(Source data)

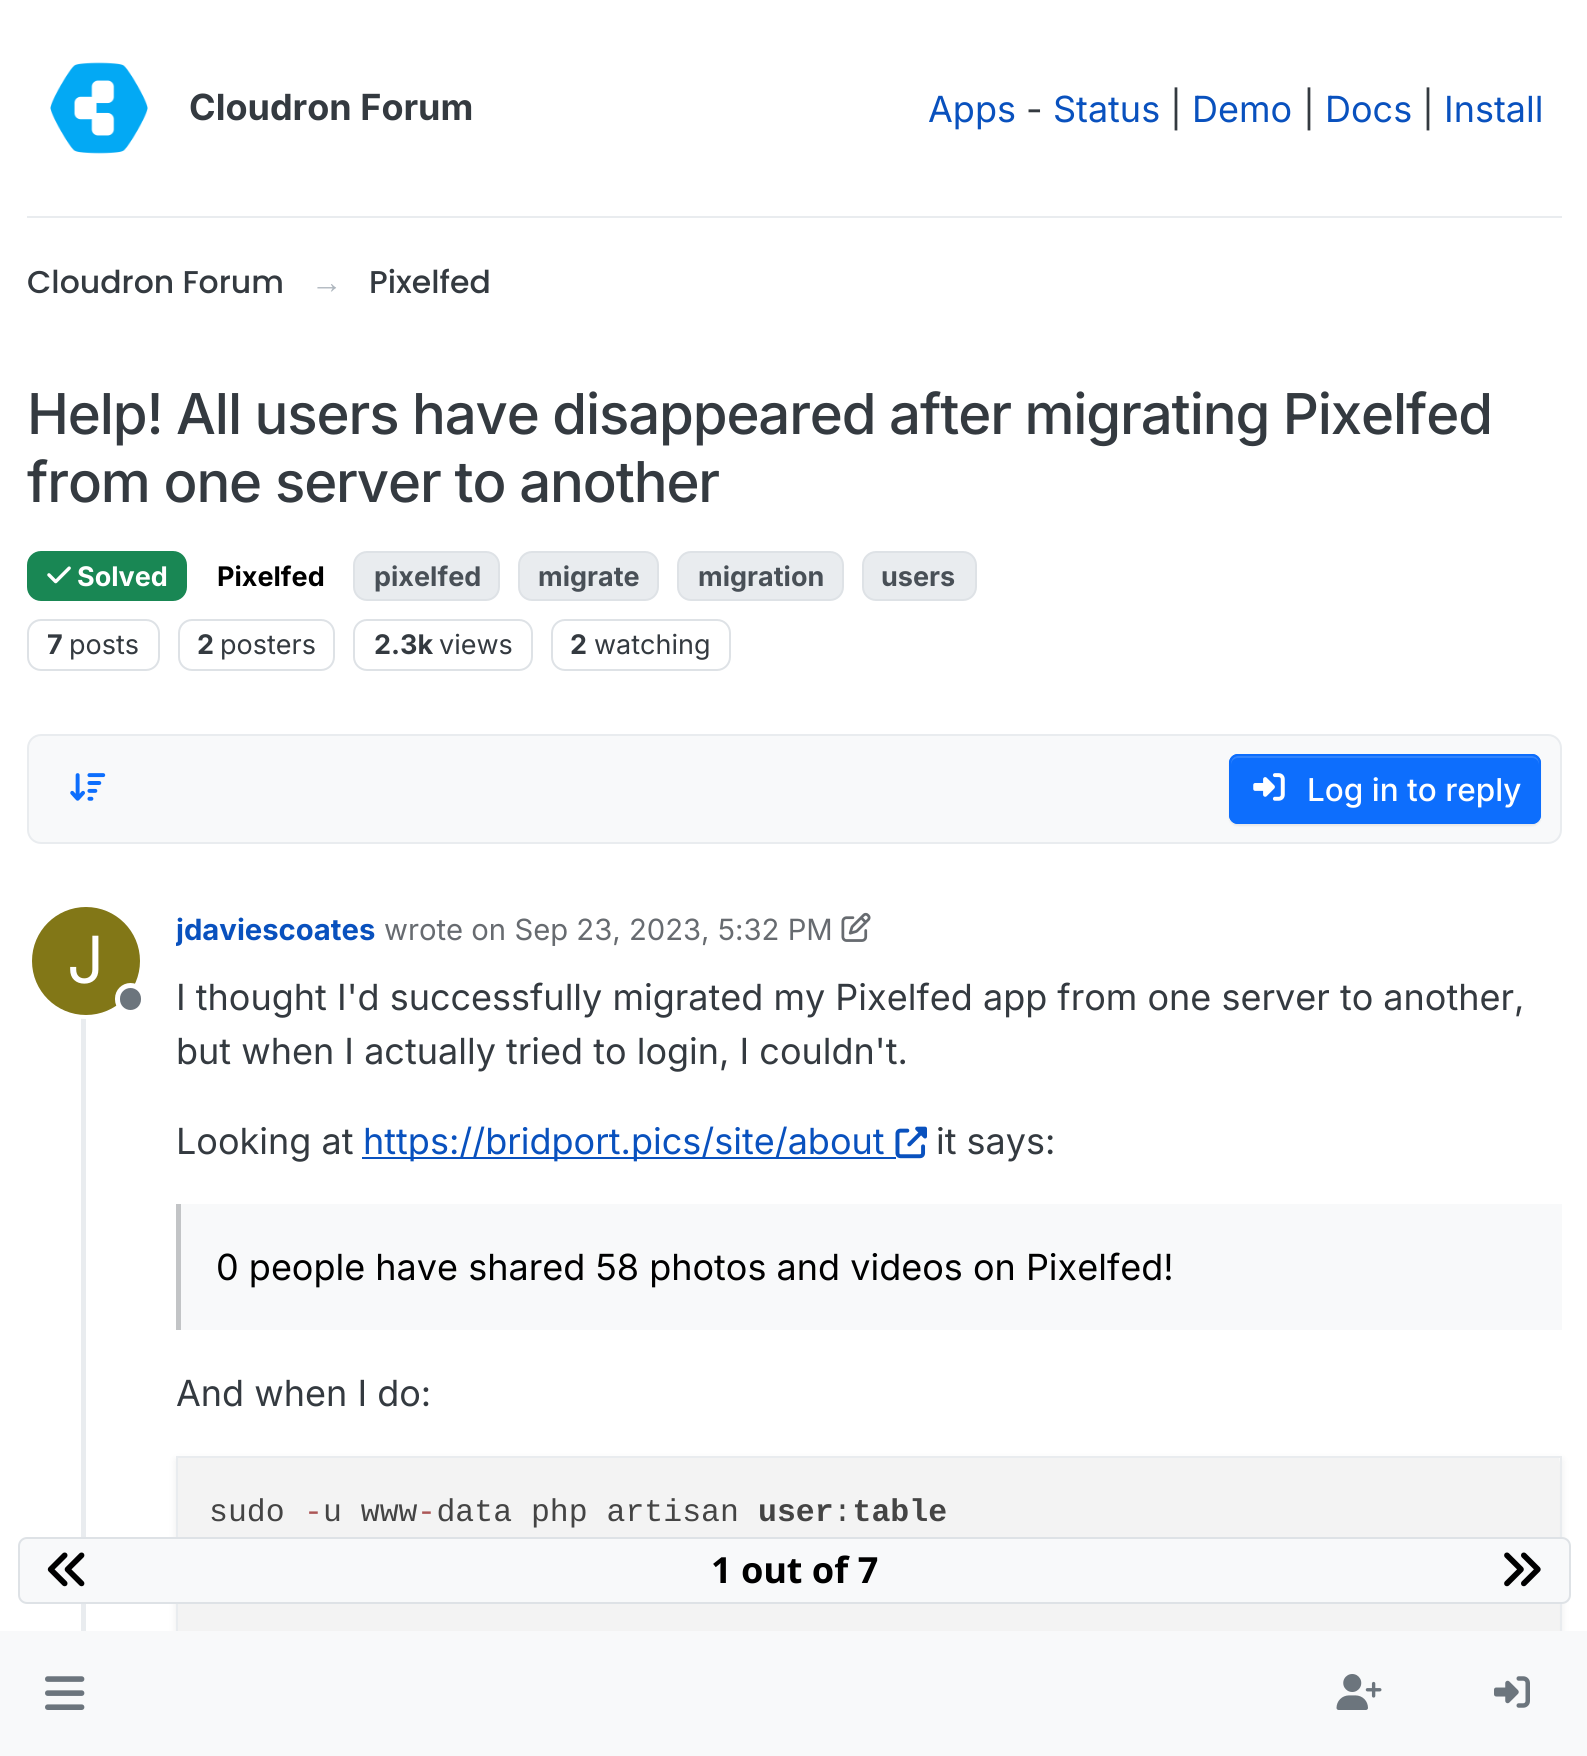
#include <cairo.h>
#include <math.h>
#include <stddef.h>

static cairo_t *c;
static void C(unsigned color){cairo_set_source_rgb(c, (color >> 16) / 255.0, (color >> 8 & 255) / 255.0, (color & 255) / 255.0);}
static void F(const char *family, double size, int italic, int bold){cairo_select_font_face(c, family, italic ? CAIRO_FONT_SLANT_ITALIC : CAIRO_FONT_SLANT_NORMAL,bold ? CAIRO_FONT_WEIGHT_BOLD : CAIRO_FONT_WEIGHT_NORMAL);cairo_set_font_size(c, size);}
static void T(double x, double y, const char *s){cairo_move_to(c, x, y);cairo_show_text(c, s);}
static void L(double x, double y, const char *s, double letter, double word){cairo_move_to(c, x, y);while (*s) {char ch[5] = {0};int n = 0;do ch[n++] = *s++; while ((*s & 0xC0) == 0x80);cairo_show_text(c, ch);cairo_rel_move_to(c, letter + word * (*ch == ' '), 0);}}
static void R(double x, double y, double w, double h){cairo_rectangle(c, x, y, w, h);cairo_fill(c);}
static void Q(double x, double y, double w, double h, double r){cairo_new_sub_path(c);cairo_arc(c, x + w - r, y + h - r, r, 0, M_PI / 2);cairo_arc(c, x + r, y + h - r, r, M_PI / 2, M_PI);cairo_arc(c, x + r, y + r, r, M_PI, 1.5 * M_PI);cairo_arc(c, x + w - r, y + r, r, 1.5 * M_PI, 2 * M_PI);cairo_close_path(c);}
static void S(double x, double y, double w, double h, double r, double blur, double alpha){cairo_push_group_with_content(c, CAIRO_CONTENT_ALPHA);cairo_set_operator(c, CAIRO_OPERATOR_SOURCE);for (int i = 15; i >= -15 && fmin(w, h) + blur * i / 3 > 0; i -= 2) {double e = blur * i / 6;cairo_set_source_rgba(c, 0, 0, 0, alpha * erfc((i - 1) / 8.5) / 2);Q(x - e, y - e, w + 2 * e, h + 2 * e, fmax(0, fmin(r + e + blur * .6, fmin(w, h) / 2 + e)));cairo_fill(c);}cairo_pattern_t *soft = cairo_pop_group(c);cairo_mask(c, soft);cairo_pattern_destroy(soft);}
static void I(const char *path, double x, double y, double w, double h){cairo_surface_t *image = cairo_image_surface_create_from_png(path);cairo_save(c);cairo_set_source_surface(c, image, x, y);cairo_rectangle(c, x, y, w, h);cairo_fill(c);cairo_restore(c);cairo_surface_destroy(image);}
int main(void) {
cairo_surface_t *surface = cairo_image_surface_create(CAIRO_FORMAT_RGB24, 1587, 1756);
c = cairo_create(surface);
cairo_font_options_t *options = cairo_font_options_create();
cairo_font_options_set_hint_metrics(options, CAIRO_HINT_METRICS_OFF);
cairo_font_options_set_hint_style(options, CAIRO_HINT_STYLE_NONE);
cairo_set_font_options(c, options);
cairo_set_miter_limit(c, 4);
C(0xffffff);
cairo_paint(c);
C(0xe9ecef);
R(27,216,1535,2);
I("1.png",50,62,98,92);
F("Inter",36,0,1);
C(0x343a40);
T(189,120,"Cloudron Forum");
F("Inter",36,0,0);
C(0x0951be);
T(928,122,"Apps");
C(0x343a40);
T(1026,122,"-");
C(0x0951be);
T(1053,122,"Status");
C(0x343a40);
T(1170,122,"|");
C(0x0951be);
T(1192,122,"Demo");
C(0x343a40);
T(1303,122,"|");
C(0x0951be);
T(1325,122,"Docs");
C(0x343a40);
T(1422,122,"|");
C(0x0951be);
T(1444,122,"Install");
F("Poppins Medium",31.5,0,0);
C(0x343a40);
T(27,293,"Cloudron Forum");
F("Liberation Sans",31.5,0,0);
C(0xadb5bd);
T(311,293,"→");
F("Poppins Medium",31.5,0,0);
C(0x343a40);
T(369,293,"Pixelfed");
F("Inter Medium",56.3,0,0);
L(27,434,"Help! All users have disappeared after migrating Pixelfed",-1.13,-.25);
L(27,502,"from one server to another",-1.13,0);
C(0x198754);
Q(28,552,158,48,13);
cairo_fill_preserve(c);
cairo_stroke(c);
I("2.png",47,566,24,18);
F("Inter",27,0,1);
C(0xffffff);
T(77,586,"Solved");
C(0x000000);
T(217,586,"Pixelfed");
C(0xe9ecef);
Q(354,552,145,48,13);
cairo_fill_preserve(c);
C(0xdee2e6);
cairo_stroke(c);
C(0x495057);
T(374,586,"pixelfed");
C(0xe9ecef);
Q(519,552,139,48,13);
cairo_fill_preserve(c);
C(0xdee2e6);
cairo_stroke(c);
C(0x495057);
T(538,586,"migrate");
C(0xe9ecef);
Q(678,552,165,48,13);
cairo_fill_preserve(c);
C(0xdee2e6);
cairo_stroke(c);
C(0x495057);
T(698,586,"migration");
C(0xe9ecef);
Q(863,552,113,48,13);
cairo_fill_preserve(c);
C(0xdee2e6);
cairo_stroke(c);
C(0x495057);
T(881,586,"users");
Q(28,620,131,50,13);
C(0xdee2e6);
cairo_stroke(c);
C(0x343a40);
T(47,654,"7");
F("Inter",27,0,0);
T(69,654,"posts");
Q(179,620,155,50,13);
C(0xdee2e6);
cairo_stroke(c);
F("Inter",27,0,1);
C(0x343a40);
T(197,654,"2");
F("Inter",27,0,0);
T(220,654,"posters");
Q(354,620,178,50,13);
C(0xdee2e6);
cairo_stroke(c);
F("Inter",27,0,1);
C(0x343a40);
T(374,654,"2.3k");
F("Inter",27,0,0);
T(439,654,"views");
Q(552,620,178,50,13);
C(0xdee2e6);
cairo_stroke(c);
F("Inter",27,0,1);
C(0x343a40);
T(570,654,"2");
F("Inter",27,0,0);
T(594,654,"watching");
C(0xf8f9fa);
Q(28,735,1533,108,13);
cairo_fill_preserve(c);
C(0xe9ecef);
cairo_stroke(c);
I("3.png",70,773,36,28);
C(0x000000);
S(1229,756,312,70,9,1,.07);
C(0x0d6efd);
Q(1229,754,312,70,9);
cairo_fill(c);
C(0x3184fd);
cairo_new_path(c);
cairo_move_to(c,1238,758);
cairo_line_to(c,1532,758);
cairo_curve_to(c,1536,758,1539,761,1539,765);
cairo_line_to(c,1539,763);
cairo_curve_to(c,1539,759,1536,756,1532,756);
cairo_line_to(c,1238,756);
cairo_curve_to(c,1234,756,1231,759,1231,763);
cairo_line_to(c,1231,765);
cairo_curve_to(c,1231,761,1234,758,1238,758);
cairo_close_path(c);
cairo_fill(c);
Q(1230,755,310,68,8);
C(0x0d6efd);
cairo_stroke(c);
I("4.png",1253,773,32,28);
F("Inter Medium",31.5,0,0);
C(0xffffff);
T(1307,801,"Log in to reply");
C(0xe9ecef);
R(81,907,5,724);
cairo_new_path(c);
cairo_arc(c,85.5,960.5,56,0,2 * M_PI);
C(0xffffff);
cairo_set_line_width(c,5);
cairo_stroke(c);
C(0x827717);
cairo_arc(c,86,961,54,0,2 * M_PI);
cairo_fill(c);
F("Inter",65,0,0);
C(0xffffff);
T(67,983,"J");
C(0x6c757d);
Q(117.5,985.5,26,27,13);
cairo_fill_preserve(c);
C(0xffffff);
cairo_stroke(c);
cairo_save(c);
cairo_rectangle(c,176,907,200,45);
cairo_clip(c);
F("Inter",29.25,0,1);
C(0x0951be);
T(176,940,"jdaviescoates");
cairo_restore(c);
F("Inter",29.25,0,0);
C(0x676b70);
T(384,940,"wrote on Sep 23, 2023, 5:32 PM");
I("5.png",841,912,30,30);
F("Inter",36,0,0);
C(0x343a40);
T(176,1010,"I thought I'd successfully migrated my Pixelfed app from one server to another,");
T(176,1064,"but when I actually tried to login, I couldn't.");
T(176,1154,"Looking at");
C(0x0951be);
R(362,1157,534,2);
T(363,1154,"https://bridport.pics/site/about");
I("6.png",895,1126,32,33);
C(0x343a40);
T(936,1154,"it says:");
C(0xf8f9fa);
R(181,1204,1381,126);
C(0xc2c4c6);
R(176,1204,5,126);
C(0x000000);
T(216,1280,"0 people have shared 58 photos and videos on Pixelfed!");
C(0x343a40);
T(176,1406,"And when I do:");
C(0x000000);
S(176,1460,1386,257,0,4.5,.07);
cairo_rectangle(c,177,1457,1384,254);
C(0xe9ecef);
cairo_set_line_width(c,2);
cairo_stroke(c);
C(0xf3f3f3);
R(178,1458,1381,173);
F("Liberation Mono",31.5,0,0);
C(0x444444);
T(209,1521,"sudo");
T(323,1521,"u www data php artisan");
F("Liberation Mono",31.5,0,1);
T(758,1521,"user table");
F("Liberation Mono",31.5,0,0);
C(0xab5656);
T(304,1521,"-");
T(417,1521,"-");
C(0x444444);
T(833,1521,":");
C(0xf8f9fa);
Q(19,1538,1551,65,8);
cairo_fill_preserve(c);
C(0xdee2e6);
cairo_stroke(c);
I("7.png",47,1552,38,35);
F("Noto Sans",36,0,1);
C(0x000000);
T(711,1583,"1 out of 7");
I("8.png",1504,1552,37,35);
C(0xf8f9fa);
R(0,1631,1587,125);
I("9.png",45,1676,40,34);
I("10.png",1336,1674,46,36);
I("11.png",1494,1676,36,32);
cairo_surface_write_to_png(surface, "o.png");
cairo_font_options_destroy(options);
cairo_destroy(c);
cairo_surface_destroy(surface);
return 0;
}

● **Exercise directions**:
Taking the records above, retype every line from the one with "c = cairo_create(surface);" down to the one with "cairo_set_miter_limit(c, 4);", exactly and with nothing else.

● **Result of this exercise**:
c = cairo_create(surface);
cairo_font_options_t *options = cairo_font_options_create();
cairo_font_options_set_hint_metrics(options, CAIRO_HINT_METRICS_OFF);
cairo_font_options_set_hint_style(options, CAIRO_HINT_STYLE_NONE);
cairo_set_font_options(c, options);
cairo_set_miter_limit(c, 4);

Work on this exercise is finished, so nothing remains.